- **TASK ITEM**: Look through the lines below and extract any with the word "joint".

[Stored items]
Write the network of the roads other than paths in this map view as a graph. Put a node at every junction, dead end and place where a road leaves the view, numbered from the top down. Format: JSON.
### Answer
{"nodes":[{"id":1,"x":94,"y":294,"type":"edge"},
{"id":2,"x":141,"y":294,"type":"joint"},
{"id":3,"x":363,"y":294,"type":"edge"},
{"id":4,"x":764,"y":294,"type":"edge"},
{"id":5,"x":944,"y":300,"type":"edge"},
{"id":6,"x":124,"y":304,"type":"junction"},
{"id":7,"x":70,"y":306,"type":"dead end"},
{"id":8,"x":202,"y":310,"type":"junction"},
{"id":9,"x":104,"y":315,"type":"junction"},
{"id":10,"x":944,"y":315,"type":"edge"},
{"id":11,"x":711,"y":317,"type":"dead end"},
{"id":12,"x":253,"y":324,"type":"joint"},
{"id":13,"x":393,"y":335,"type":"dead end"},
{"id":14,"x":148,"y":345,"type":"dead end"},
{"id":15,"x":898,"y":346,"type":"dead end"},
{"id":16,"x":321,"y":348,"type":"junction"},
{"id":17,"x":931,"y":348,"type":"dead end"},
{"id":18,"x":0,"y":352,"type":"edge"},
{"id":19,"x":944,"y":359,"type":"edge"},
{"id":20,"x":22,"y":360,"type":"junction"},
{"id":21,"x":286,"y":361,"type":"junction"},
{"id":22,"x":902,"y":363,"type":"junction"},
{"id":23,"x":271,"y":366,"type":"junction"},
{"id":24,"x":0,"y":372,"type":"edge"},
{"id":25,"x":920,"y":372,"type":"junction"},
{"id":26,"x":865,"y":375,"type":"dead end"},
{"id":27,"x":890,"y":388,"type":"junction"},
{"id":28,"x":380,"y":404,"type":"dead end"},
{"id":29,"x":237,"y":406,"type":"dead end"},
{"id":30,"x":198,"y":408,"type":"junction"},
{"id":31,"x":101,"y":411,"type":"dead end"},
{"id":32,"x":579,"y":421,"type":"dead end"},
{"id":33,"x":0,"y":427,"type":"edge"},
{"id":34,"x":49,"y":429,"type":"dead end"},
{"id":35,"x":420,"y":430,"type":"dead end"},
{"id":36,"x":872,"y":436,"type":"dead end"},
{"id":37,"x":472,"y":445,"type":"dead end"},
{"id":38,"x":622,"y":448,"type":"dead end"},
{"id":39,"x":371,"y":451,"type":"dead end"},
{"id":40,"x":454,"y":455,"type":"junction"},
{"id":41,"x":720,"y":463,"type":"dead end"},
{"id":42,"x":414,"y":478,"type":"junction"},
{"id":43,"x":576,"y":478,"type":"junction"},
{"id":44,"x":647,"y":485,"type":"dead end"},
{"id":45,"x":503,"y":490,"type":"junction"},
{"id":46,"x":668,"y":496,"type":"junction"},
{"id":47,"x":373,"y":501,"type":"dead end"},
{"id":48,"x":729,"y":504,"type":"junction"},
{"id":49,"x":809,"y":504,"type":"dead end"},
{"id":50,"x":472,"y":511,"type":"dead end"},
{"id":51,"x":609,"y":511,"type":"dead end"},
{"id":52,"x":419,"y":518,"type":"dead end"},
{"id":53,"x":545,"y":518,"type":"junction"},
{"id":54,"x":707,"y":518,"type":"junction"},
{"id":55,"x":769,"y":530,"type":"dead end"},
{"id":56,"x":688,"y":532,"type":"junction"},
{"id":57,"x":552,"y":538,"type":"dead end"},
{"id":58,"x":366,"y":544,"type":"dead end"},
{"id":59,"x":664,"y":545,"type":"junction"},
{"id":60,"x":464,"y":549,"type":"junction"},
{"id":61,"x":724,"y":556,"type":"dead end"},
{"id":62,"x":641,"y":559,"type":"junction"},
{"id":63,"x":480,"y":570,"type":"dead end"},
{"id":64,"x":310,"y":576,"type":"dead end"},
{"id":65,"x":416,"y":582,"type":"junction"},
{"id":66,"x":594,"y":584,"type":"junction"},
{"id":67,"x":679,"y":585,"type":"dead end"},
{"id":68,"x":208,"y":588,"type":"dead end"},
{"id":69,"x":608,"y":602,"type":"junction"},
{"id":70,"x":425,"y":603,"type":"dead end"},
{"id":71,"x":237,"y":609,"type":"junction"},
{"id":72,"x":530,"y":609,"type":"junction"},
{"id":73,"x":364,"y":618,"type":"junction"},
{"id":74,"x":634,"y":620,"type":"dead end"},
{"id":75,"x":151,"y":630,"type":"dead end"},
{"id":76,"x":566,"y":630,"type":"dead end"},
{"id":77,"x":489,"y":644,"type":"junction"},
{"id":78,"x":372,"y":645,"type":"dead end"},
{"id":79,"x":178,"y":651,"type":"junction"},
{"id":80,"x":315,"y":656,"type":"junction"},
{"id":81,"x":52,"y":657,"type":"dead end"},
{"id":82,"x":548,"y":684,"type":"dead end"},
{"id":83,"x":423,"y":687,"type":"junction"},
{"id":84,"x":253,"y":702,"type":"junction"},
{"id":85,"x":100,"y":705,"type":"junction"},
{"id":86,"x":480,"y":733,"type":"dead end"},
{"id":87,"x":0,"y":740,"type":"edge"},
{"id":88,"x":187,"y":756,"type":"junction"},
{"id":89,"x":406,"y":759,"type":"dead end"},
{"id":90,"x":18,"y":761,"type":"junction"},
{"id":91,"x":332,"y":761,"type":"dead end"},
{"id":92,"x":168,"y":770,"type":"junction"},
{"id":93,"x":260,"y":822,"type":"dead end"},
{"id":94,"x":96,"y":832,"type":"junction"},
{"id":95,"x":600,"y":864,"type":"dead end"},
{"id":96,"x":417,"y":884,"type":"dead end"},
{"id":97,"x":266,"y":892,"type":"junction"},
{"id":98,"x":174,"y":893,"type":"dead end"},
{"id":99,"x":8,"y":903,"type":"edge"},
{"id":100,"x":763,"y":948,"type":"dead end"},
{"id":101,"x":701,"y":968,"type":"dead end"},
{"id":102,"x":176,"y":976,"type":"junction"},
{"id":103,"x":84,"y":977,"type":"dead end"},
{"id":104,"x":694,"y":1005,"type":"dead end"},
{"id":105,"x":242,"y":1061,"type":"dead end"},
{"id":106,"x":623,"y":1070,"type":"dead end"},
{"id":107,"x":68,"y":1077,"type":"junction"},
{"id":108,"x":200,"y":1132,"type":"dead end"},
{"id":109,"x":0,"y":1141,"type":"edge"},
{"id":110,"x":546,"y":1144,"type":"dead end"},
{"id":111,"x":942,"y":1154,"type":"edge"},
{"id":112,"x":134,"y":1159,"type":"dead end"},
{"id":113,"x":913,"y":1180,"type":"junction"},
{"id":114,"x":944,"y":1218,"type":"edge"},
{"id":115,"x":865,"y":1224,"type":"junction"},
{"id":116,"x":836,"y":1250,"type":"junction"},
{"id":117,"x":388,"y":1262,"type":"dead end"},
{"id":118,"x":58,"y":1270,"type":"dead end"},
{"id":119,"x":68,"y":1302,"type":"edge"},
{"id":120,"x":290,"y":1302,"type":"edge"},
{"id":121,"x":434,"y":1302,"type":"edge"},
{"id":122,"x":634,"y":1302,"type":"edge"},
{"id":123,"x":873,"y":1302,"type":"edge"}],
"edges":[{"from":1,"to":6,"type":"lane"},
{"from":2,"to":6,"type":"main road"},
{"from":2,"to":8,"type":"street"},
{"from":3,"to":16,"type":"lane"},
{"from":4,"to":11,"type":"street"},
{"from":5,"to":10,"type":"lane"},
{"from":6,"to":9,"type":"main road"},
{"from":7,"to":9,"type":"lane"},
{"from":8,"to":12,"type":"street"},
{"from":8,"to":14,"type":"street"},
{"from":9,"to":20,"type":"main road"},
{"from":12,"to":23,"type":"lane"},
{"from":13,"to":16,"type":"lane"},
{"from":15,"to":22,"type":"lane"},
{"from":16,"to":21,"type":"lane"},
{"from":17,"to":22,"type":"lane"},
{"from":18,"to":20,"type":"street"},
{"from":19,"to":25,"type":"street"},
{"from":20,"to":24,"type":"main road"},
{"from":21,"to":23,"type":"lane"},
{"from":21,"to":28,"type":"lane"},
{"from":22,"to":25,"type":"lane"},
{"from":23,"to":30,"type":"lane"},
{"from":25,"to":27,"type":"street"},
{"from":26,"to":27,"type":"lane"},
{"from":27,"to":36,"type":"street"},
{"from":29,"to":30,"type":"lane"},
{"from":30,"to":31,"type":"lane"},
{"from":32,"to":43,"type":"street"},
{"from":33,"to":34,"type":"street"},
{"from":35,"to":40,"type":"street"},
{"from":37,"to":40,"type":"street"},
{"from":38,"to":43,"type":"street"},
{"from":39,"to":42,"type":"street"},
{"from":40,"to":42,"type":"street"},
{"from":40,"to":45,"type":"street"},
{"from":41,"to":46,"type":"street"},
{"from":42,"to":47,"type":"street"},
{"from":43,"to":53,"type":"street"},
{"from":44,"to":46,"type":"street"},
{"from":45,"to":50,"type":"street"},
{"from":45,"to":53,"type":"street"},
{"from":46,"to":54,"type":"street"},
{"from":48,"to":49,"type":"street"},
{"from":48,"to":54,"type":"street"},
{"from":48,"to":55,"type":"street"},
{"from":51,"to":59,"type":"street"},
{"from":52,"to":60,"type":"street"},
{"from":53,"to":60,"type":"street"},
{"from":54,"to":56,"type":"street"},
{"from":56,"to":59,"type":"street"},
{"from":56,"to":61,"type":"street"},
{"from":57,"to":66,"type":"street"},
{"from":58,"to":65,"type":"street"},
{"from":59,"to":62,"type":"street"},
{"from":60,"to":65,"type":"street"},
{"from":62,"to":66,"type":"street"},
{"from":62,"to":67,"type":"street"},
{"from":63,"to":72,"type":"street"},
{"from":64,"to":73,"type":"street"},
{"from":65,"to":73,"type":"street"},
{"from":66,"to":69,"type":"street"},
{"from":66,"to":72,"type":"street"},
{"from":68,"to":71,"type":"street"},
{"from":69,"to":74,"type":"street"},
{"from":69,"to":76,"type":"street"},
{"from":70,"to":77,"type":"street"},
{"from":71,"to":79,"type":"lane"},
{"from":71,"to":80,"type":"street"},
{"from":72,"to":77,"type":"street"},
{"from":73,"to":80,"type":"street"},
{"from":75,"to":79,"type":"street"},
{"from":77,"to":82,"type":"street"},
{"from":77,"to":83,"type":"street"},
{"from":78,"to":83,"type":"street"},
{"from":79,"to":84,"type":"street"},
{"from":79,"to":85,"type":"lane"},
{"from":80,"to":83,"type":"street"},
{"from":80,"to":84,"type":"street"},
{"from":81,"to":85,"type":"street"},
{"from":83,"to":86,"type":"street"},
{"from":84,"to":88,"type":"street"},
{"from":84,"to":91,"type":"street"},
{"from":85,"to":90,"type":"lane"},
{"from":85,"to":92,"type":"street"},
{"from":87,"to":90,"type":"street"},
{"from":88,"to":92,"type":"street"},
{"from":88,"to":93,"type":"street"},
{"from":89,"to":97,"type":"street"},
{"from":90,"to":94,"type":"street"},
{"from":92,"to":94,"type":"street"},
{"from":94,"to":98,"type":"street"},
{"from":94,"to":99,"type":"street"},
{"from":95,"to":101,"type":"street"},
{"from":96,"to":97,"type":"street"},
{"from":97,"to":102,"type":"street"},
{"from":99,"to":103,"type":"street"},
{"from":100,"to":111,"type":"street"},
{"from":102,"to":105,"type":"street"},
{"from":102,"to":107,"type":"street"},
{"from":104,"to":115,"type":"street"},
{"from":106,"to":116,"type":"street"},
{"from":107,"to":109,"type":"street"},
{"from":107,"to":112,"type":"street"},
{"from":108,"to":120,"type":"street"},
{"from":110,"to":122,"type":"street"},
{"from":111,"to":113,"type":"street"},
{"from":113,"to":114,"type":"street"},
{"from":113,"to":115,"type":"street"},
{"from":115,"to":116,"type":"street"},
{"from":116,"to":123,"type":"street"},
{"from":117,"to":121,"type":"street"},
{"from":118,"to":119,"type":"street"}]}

- **WRITTEN RESPONSE**:
{"id":2,"x":141,"y":294,"type":"joint"},
{"id":12,"x":253,"y":324,"type":"joint"},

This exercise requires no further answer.